How to teach Parseur where to start and stop a table?
Tables fields have a variable number of rows, so you need to help Parseur understand where to start and especially where to stop.
We are going to use Parseur's Dynamic OCR capabilities using Labels for this. Check out the article in the link if you need more information about labels. We will create 2 relative labels, one for the start of the table, and one for the end.
For example below, the table field is relative to the Table Header label for the start and the Subtotal Label for the end:
Step by step instruction to extract a table from a PDF
To create a table field using dynamic OCR:
Draw a box over the table you want to extract.
Move or resize the box using the handles as appropriate. Make sure to cover the full table.
Click on the New Table Field button
The preview becomes available at the bottom of the screen
Click in the table at the position where you want to split columns.
Resize the column to ensure their width will accommodate any length of text
The preview updates with the new columns
Name the columns by clicking on their names in the table preview or creating new names. Alternatively, if your selection contains the table header, you can click the Table headers included in the selection option for automatically naming your columns.
Create a label above the table to identify the start of the table and assign it to the "Start relative to" field. Make sure the label will be present on every document and at the same distance from the start or end of the table than in the current sample.
Create a label below the table to identify the end of the table and assign it to the "End relative to" field
How to handle tables spanning several pages?
Sometimes your PDFs have a header or footer that can get in the way for multipage tables.
Check the example below:
The "Thank you for your business!" message in the page footer gets extracted as part of the table. Not good.

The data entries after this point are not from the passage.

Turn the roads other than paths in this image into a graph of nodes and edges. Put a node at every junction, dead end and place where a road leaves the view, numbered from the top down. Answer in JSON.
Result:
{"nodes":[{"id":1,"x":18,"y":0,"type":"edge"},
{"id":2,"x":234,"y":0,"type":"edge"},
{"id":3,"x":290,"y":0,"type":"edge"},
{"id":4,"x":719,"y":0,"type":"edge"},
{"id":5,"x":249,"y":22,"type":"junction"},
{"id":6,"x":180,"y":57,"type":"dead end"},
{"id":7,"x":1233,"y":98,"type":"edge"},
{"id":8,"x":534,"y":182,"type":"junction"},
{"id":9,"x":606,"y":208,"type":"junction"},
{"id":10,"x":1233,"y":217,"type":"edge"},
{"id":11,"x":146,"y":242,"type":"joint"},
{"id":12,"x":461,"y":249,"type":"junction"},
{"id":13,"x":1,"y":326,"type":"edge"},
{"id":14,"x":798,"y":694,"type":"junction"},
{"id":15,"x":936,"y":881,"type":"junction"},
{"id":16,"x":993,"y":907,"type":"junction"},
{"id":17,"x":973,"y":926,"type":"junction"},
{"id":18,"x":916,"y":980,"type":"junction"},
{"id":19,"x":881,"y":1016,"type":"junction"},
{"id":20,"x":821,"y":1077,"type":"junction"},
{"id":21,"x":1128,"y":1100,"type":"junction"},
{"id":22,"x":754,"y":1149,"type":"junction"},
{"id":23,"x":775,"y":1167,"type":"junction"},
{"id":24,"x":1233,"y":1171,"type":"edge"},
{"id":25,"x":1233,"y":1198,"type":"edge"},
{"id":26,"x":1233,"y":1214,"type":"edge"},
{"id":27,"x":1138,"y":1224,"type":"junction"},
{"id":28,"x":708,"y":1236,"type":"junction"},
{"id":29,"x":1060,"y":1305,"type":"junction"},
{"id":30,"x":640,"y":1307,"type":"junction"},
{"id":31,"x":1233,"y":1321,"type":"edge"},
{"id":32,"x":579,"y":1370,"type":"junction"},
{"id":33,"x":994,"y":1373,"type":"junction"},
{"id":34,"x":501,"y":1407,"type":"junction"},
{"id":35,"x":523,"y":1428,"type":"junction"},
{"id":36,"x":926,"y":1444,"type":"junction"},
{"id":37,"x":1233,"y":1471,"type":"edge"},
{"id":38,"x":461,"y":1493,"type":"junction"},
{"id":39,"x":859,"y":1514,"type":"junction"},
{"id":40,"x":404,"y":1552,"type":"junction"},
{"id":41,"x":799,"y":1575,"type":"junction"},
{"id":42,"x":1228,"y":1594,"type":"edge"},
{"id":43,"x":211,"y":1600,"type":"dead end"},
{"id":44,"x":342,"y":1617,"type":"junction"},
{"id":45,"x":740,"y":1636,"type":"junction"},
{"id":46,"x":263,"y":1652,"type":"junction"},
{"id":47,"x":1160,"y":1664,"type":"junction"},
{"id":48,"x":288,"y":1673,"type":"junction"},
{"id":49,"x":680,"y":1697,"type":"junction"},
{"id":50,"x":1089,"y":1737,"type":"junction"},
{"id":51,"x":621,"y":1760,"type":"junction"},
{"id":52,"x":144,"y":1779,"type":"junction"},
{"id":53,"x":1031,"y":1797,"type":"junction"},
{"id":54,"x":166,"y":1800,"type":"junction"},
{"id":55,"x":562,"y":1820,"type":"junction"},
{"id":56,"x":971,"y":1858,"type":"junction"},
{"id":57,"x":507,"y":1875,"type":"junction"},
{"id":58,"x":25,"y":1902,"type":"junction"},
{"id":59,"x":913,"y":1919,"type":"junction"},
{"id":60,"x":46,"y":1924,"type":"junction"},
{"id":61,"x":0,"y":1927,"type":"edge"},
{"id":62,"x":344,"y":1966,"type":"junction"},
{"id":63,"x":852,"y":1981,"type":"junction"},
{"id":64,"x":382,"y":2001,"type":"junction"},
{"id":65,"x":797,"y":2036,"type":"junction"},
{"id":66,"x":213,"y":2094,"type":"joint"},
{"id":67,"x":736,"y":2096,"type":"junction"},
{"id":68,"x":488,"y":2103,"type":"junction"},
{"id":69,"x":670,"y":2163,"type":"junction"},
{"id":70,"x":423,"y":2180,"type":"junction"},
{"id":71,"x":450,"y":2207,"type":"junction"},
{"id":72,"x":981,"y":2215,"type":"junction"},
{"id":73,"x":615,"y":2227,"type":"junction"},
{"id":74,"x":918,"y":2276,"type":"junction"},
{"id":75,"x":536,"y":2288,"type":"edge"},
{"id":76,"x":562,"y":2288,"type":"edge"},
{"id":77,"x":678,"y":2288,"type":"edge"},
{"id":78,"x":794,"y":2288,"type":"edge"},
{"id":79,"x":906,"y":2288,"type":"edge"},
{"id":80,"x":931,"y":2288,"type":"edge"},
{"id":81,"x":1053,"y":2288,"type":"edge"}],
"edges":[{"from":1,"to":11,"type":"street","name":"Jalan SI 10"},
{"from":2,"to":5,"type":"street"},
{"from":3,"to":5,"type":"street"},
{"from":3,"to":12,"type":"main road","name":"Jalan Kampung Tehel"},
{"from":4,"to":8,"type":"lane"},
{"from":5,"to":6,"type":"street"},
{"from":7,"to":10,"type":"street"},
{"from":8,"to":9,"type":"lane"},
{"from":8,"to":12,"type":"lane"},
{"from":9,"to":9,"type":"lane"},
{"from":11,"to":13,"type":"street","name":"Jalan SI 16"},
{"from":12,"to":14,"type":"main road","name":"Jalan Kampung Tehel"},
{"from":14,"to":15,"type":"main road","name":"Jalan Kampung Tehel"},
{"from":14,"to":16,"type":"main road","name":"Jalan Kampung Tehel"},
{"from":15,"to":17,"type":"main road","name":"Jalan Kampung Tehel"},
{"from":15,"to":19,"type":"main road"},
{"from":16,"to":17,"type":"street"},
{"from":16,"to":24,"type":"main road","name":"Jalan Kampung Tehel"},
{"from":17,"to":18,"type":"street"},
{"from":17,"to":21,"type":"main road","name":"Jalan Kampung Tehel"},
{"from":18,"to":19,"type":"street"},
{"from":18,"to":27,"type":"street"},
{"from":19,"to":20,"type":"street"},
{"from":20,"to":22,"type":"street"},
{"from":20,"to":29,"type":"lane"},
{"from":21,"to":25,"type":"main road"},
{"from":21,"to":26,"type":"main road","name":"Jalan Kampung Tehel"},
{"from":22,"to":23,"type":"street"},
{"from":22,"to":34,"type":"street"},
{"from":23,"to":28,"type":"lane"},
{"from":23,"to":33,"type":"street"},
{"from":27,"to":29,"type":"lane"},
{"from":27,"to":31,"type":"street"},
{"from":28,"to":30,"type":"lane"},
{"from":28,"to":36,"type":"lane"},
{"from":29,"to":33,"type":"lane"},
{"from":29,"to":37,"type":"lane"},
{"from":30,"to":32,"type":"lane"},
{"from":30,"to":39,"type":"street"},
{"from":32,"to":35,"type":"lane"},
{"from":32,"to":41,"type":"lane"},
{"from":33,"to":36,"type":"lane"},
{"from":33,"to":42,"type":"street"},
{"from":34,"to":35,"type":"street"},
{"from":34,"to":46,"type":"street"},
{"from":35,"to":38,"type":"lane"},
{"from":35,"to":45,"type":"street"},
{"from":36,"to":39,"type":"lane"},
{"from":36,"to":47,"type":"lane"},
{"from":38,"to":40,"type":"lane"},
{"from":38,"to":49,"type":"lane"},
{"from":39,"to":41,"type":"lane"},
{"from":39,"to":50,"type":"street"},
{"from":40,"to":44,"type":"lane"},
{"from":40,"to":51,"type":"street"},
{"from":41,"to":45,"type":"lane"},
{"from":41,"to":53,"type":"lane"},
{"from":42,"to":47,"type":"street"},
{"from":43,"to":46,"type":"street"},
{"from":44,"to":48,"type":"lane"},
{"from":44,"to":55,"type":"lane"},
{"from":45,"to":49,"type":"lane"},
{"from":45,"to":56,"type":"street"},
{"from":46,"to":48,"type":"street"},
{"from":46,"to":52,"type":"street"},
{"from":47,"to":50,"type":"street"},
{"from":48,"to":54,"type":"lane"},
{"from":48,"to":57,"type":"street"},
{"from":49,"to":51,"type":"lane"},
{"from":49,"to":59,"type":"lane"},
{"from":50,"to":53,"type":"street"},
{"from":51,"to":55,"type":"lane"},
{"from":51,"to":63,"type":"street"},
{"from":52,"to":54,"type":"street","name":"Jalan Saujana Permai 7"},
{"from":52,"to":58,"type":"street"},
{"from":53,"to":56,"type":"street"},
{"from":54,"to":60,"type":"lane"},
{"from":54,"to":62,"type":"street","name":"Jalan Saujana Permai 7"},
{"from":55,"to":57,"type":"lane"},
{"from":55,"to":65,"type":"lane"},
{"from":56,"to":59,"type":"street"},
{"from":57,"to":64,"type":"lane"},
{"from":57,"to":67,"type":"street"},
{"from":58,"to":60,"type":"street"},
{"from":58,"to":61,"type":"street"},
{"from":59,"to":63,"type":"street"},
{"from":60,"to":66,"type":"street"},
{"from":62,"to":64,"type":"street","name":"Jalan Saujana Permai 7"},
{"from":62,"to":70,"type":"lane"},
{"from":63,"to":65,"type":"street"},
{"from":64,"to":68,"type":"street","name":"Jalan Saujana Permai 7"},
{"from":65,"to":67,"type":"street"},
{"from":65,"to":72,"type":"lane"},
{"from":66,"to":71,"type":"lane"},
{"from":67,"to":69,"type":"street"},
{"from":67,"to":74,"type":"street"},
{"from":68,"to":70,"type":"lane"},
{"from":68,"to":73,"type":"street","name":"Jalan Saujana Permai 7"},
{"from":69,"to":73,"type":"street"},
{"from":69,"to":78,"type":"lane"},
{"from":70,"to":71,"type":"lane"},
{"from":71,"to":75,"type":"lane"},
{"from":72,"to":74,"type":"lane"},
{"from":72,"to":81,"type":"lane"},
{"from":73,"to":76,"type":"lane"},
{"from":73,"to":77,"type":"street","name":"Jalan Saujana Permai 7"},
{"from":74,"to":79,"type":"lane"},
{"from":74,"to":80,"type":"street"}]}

Fortunately, this is something easy to fix:
Move your mouse over the footer line with the red dots
Click to grab the line
Move it above the footer text section and release the mouse button.
Do the same with the header line as well if needed
Now that we moved the red footer line above the footer text, it is excluded from the parsed data. Great!
How to merge rows?
Sometimes, table rows can span several lines. Like in the example below:
This order includes 2 items, with the first item spanning 3 lines. However, by default Parseur creates one row per line in the parsed data. Not good.
Parseur includes some row-merge options to tune the result:
Scroll down to the Row Merge options on the right menu
Select the column to base row-merge on. Rows in other columns will be merged until new text appear in the chosen column. In our example, we want to create a new row, every time we see a new value in the quantity column, so we select the quantity column
Optionally, change the vertical alignment of the cells (default is Top)
Now that we have asked to merge rows based on the "quantity" column, the parsed data is properly formatted, with only 2 rows in the result. Great!